_Collected data entries_
* * * * *

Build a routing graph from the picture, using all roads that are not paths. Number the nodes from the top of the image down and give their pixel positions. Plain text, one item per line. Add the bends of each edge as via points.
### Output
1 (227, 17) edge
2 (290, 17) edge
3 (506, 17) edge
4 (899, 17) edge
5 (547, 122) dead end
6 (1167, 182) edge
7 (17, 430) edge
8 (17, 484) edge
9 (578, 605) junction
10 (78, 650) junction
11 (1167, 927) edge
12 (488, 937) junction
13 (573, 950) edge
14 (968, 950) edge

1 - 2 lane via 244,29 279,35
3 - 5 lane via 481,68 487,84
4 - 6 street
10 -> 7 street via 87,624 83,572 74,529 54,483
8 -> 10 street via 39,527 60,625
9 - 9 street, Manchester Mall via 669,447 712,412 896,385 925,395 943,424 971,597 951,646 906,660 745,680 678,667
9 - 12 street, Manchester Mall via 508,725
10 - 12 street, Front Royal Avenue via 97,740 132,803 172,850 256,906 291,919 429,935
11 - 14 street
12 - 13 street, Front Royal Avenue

* * * * *

Reproduce every record exactly, line by line.

_EXERCISE SOLUTION_
Build a routing graph from the picture, using all roads that are not paths. Number the nodes from the top of the image down and give their pixel positions. Plain text, one item per line. Add the bends of each edge as via points.
### Output
1 (227, 17) edge
2 (290, 17) edge
3 (506, 17) edge
4 (899, 17) edge
5 (547, 122) dead end
6 (1167, 182) edge
7 (17, 430) edge
8 (17, 484) edge
9 (578, 605) junction
10 (78, 650) junction
11 (1167, 927) edge
12 (488, 937) junction
13 (573, 950) edge
14 (968, 950) edge

1 - 2 lane via 244,29 279,35
3 - 5 lane via 481,68 487,84
4 - 6 street
10 -> 7 street via 87,624 83,572 74,529 54,483
8 -> 10 street via 39,527 60,625
9 - 9 street, Manchester Mall via 669,447 712,412 896,385 925,395 943,424 971,597 951,646 906,660 745,680 678,667
9 - 12 street, Manchester Mall via 508,725
10 - 12 street, Front Royal Avenue via 97,740 132,803 172,850 256,906 291,919 429,935
11 - 14 street
12 - 13 street, Front Royal Avenue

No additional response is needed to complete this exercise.